**Instructions to follow:**
Take the listing below and output it exactly, with no images.

**Excerpted records:**
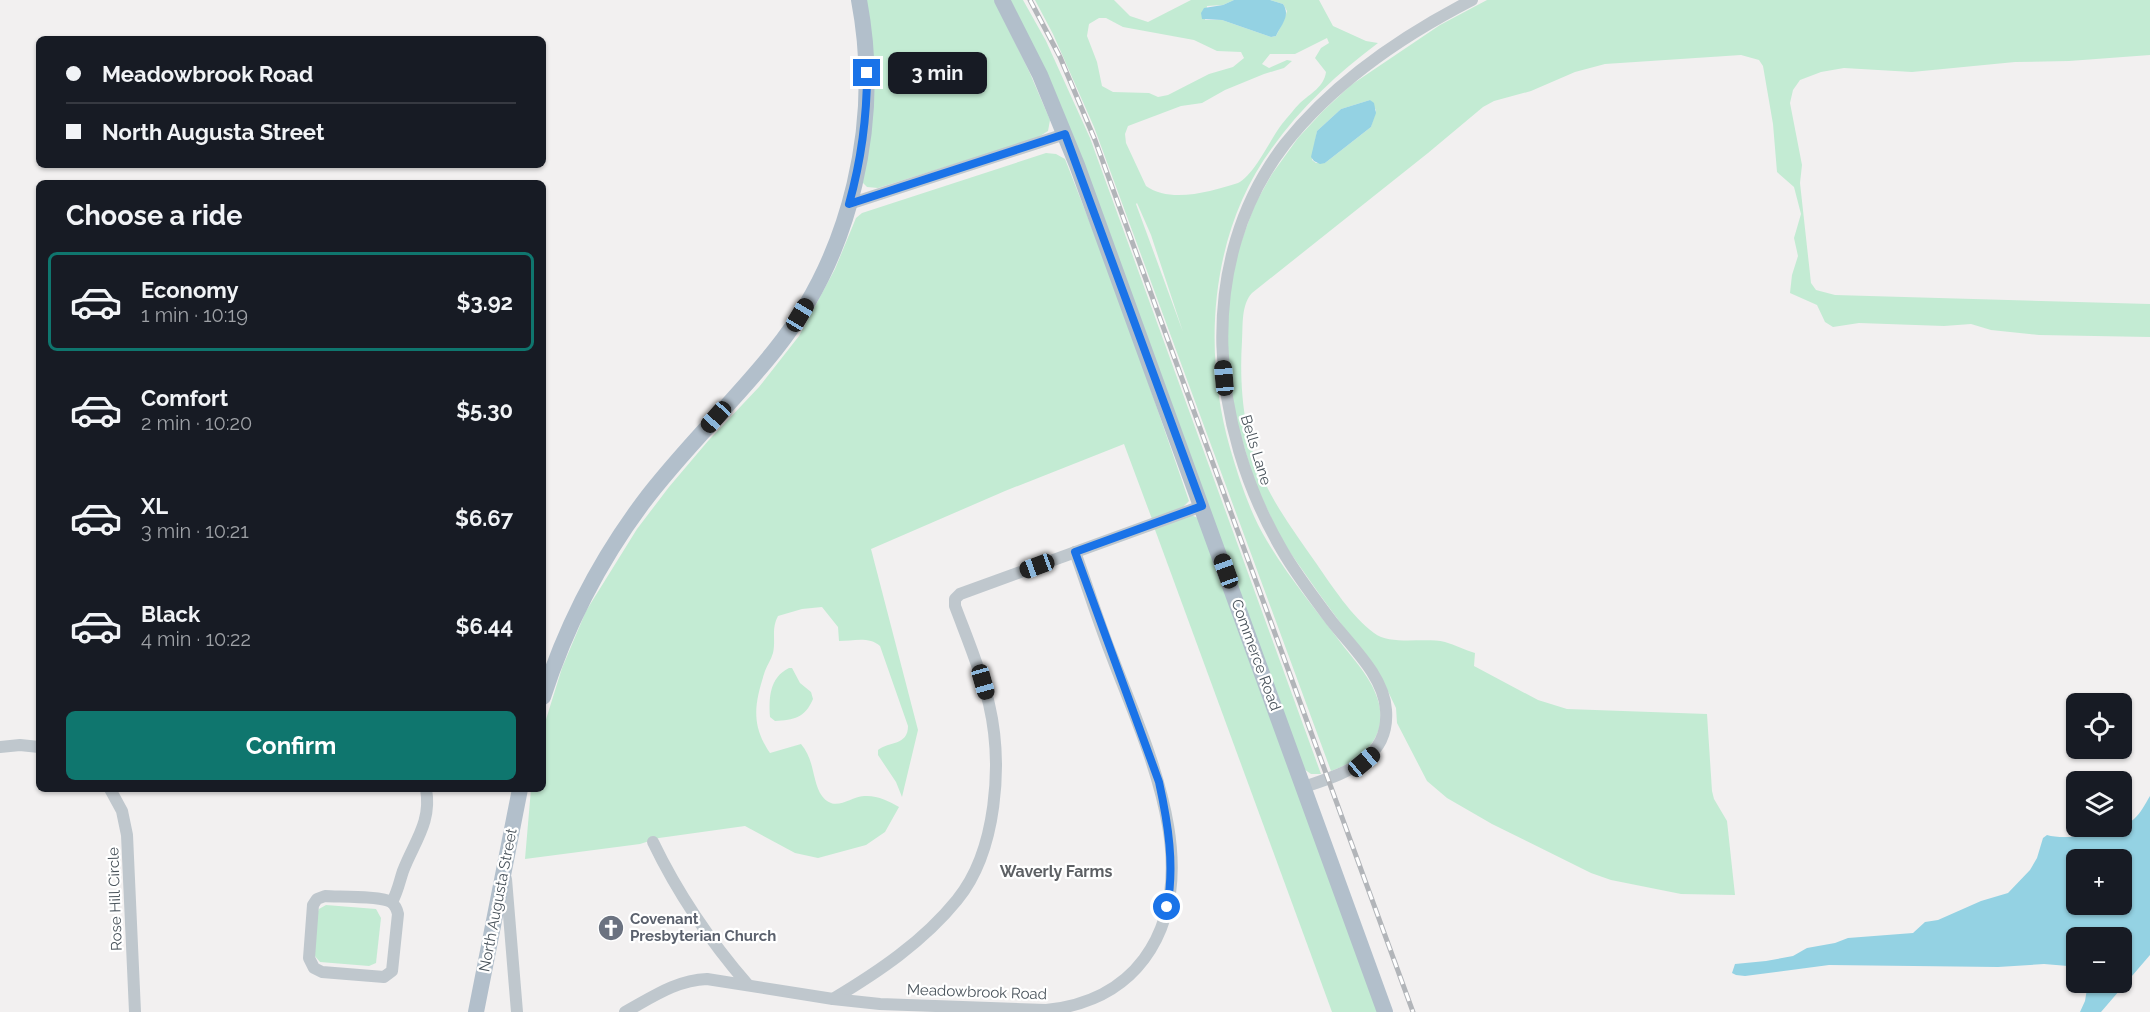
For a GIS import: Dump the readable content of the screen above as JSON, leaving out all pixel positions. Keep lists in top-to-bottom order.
{
  "streets": {
    "main road": ["Commerce Road", "North Augusta Street"],
    "street": ["Bells Lane", "Rose Hill Circle", "Meadowbrook Road"]
  },
  "crossings": [
    ["Bells Lane", "Commerce Road"]
  ],
  "districts": ["Waverly Farms"],
  "places": {
    "church": ["Covenant Presbyterian Church"]
  },
  "page": {
    "banner": ["Meadowbrook Road", "North Augusta Street"],
    "bubble": "3 min",
    "heading": "Choose a ride",
    "list": [
      {
        "name": "Economy",
        "note": "1 min · 10:19",
        "value": "$3.92"
      },
      {
        "name": "Comfort",
        "note": "2 min · 10:20",
        "value": "$5.30"
      },
      {
        "name": "XL",
        "note": "3 min · 10:21",
        "value": "$6.67"
      },
      {
        "name": "Black",
        "note": "4 min · 10:22",
        "value": "$6.44"
      }
    ],
    "map_buttons": ["+", "−"],
    "buttons": "Confirm"
  }
}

**Exercise response:**
For a GIS import: Dump the readable content of the screen above as JSON, leaving out all pixel positions. Keep lists in top-to-bottom order.
{
  "streets": {
    "main road": ["Commerce Road", "North Augusta Street"],
    "street": ["Bells Lane", "Rose Hill Circle", "Meadowbrook Road"]
  },
  "crossings": [
    ["Bells Lane", "Commerce Road"]
  ],
  "districts": ["Waverly Farms"],
  "places": {
    "church": ["Covenant Presbyterian Church"]
  },
  "page": {
    "banner": ["Meadowbrook Road", "North Augusta Street"],
    "bubble": "3 min",
    "heading": "Choose a ride",
    "list": [
      {
        "name": "Economy",
        "note": "1 min · 10:19",
        "value": "$3.92"
      },
      {
        "name": "Comfort",
        "note": "2 min · 10:20",
        "value": "$5.30"
      },
      {
        "name": "XL",
        "note": "3 min · 10:21",
        "value": "$6.67"
      },
      {
        "name": "Black",
        "note": "4 min · 10:22",
        "value": "$6.44"
      }
    ],
    "map_buttons": ["+", "−"],
    "buttons": "Confirm"
  }
}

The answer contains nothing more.